- Opening Delimiter -
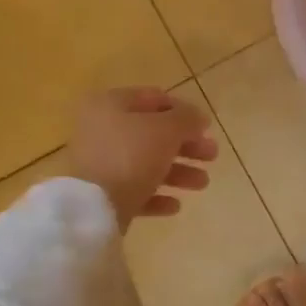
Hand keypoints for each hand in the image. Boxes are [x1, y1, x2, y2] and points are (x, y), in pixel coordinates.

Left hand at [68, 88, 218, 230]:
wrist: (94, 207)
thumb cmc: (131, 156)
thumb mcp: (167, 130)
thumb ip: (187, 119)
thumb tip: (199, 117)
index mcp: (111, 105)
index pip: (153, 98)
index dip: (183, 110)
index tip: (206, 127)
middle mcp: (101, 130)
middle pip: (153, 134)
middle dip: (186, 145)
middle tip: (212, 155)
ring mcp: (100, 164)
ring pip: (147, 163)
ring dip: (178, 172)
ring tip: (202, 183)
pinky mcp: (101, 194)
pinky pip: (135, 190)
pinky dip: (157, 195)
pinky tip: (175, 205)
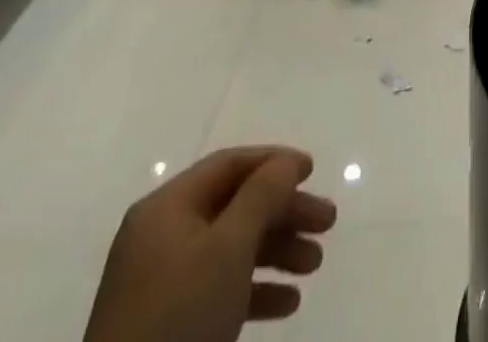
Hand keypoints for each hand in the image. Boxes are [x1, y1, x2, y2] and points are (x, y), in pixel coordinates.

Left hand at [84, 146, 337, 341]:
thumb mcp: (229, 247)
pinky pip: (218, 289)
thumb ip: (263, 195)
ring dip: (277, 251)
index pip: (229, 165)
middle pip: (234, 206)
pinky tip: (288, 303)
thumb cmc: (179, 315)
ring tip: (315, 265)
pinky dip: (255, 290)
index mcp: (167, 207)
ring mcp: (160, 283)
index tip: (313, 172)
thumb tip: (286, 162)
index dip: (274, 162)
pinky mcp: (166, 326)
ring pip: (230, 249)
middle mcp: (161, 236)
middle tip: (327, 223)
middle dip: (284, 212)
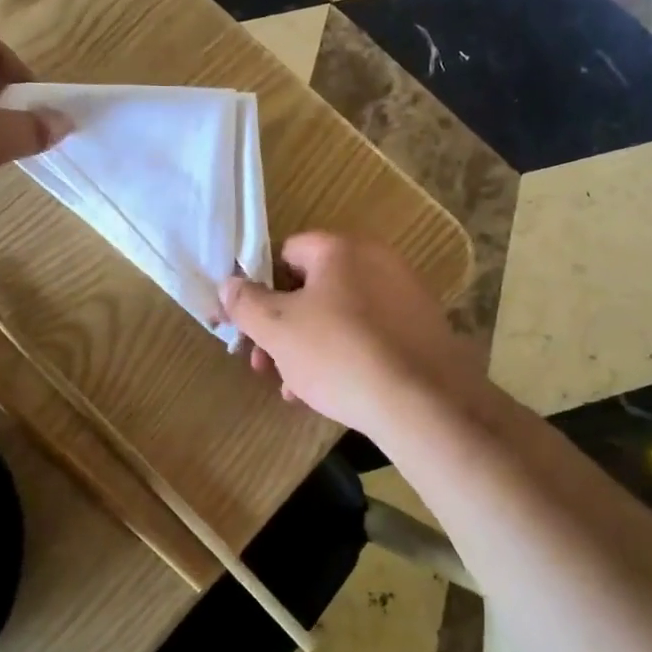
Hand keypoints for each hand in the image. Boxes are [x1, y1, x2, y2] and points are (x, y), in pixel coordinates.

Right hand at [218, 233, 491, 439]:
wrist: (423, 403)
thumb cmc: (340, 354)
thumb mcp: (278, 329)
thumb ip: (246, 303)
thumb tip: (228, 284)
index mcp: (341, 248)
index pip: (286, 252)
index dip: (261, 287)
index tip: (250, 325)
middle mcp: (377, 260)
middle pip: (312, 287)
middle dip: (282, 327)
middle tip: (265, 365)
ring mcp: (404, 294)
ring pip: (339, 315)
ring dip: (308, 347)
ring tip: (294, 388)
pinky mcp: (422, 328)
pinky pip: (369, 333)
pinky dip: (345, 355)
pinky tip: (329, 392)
- Closing Delimiter -
- Opening Delimiter -
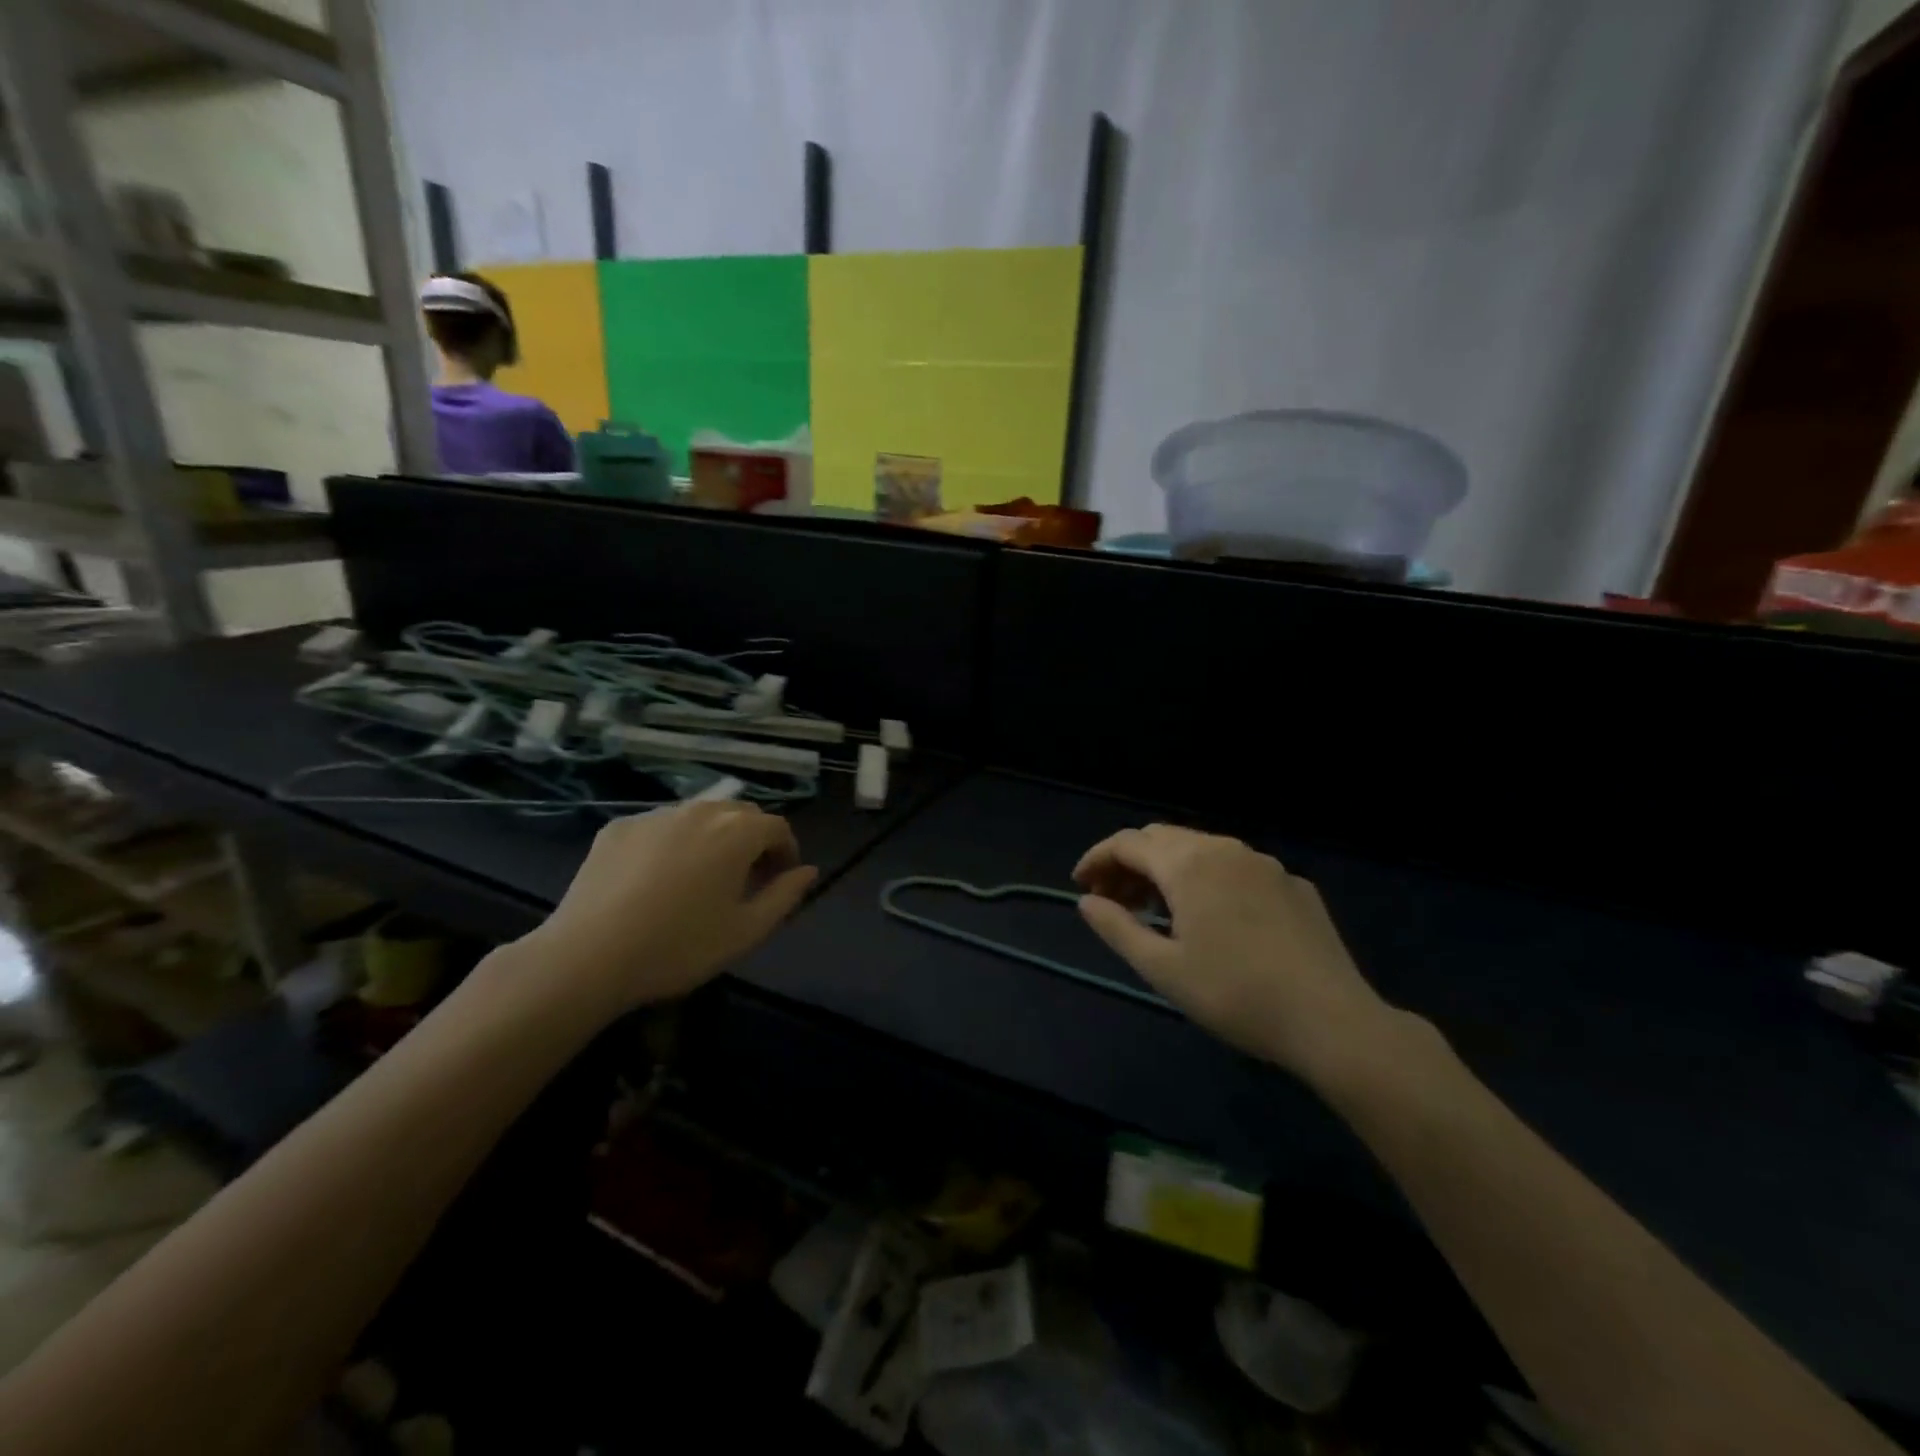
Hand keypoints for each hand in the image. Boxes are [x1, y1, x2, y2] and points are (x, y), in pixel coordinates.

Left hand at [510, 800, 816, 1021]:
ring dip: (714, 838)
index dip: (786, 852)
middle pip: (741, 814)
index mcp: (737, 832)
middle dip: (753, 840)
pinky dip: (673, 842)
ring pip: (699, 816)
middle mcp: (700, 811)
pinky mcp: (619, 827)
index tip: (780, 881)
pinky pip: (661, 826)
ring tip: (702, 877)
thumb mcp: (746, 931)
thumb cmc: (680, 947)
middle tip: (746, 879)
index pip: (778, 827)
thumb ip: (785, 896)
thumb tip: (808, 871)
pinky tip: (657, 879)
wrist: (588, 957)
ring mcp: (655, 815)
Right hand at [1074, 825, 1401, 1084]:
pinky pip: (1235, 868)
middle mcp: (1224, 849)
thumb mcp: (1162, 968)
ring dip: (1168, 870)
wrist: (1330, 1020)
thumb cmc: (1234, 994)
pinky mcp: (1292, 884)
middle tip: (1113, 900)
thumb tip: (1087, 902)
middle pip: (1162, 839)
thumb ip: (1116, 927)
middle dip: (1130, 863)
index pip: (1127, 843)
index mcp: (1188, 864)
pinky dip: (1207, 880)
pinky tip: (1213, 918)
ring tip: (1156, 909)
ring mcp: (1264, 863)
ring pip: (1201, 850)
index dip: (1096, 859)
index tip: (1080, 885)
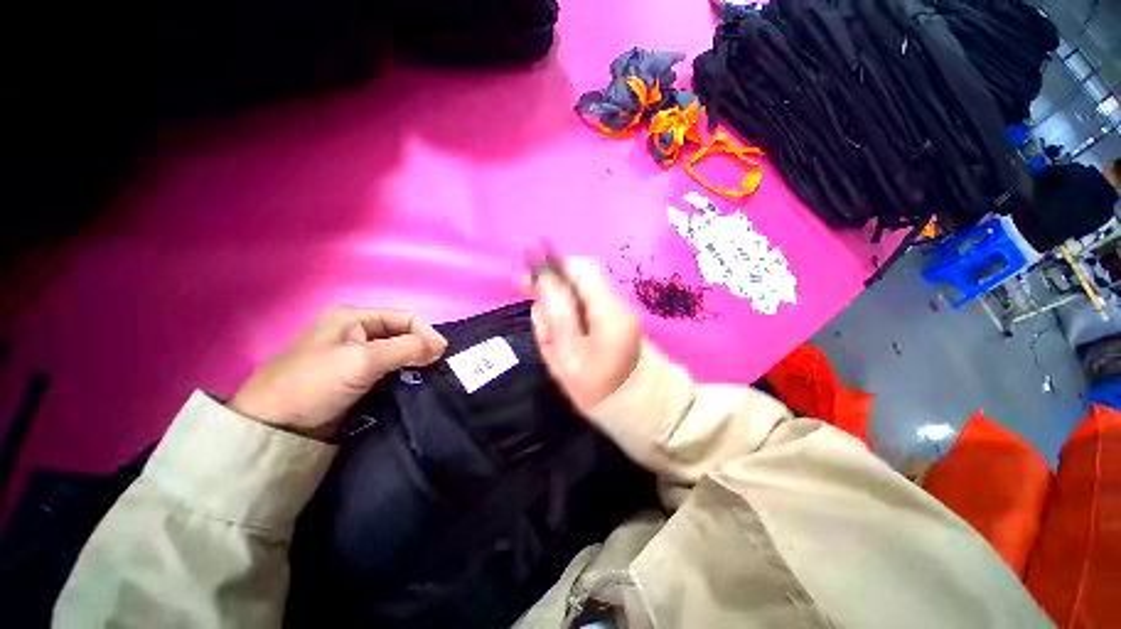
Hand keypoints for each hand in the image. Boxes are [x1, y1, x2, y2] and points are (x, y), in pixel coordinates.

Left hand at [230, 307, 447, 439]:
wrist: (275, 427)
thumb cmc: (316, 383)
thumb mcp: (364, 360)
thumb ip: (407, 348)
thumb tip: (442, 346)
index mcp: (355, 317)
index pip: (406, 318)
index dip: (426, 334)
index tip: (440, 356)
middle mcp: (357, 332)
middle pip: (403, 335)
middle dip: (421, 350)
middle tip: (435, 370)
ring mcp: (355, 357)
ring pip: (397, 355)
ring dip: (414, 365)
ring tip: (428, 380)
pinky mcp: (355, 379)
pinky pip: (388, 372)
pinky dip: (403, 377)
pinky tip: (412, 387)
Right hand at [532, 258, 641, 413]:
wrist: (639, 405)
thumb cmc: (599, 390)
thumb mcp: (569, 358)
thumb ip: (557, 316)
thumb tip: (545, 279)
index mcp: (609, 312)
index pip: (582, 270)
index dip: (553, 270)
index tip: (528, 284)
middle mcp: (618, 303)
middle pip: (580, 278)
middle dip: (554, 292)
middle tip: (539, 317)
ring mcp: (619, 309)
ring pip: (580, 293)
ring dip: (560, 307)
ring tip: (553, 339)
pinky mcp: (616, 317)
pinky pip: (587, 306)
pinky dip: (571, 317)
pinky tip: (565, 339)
- Closing Delimiter -
# Your task:
The answer must be every line of the records that holds the string "Right".

# Result of the task:
Right hand at [218, 233, 491, 439]:
Right hand at [1074, 825, 1401, 1084]:
Right hand at [532, 258, 641, 413]:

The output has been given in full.